SUPPLIED DATA
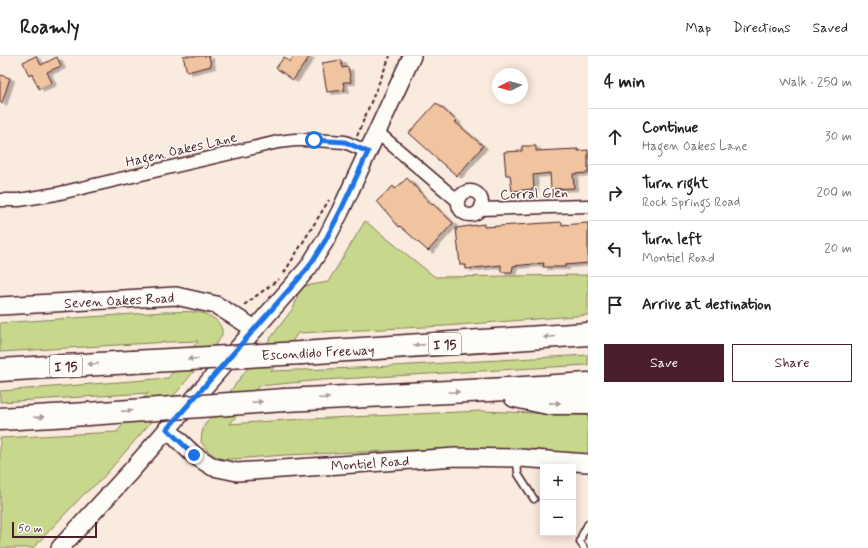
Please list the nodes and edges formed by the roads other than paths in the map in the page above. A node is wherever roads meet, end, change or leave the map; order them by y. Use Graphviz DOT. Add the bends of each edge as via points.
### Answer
graph roads {
  1 [pos="412,56"];
  2 [pos="377,132"];
  3 [pos="368,152"];
  4 [pos="0,200"];
  5 [pos="458,201"];
  6 [pos="588,206"];
  7 [pos="480,209"];
  8 [pos="0,306"];
  9 [pos="255,329"];
  10 [pos="588,334"];
  11 [pos="0,370"];
  12 [pos="588,384"];
  13 [pos="489,390"];
  14 [pos="588,403"];
  15 [pos="0,419"];
  16 [pos="167,429"];
  17 [pos="517,457"];
  18 [pos="588,463"];
  19 [pos="534,499"];
  20 [pos="588,524"];
  21 [pos="60,548"];
  22 [pos="584,548"];
  1 -- 2 [label="street"];
  2 -- 3 [label="street"];
  2 -- 5 [label="street, Corral Glen"];
  3 -- 4 [label="street, Hagen Oakes Lane" via="345,142 278,142 56,194 20,200"];
  3 -- 9 [label="street" via="340,212 308,268"];
  5 -- 7 [label="street, Corral Glen" via="459,208 464,214 475,214"];
  5 -- 7 [label="street, Corral Glen" via="465,193 472,192 480,199"];
  6 -- 7 [label="street, Corral Glen"];
  8 -- 9 [label="street, Seven Oakes Road" via="176,296 216,305"];
  9 -- 16 [label="street"];
  10 -- 11 [label="highway, Escondido Freeway / I 15, one-way, bridge"];
  12 -- 13 [label="highway"];
  13 -- 14 [label="highway, one-way" via="548,403"];
  15 -- 13 [label="highway, one-way, bridge" via="285,400"];
  16 -- 17 [label="street, Montiel Road" via="194,455 213,467 237,472 456,457"];
  16 -- 21 [label="street"];
  17 -- 18 [label="street, Montiel Road"];
  17 -- 19 [label="lane" via="518,474"];
  20 -- 22 [label="lane" via="580,542"];
}
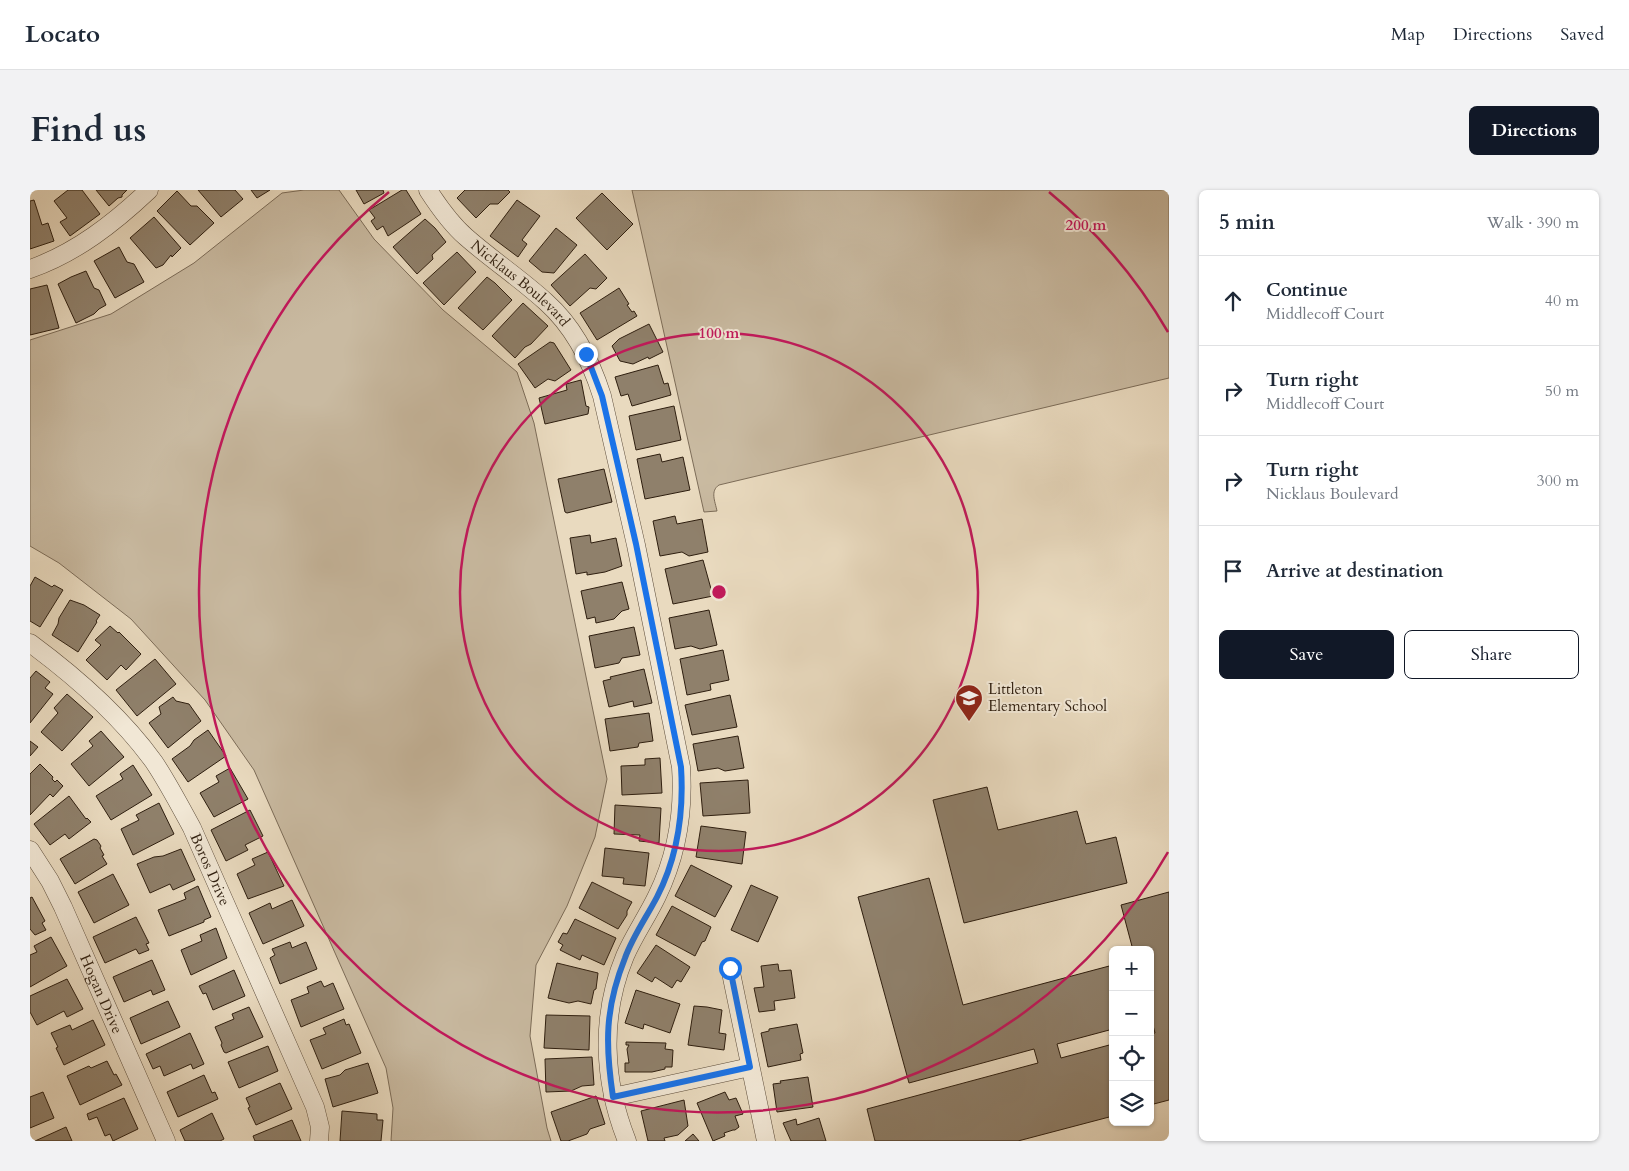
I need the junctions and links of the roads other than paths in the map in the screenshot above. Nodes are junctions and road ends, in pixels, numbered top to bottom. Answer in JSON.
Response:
{"nodes":[{"id":1,"x":149,"y":190,"type":"edge"},
{"id":2,"x":428,"y":190,"type":"edge"},
{"id":3,"x":30,"y":269,"type":"edge"},
{"id":4,"x":30,"y":643,"type":"edge"},
{"id":5,"x":30,"y":850,"type":"edge"},
{"id":6,"x":730,"y":968,"type":"dead end"},
{"id":7,"x":750,"y":1067,"type":"junction"},
{"id":8,"x":613,"y":1097,"type":"junction"},
{"id":9,"x":166,"y":1141,"type":"edge"},
{"id":10,"x":319,"y":1141,"type":"edge"},
{"id":11,"x":627,"y":1141,"type":"edge"},
{"id":12,"x":766,"y":1141,"type":"edge"}],
"edges":[{"from":1,"to":3,"type":"street"},
{"from":2,"to":8,"type":"street","name":"Nicklaus Boulevard"},
{"from":4,"to":10,"type":"street","name":"Boros Drive"},
{"from":5,"to":9,"type":"street","name":"Hogan Drive"},
{"from":6,"to":7,"type":"street"},
{"from":7,"to":8,"type":"street"},
{"from":7,"to":12,"type":"street"},
{"from":8,"to":11,"type":"street","name":"Nicklaus Boulevard"}]}
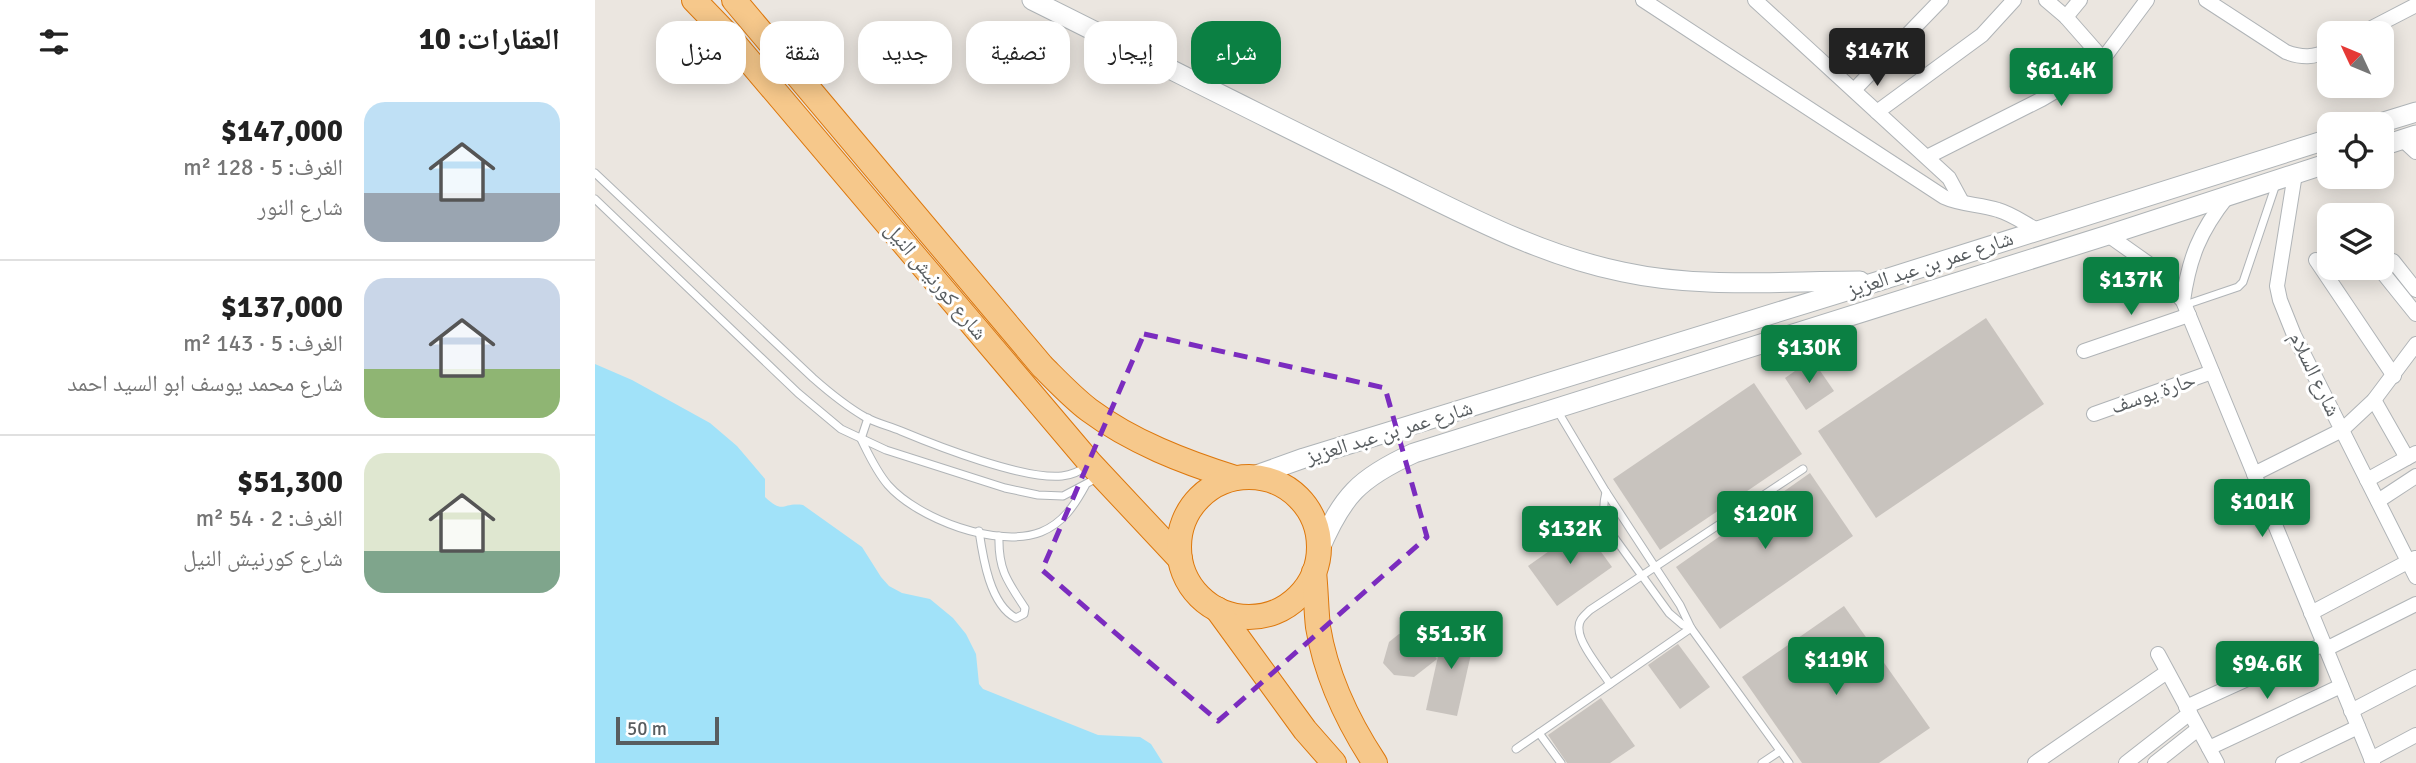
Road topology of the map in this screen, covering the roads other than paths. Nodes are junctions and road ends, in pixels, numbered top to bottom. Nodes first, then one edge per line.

PROBLEM
Your reply should be one number: how many lines in the listing hold the word "bottom".

EXPECTED ANSWER
2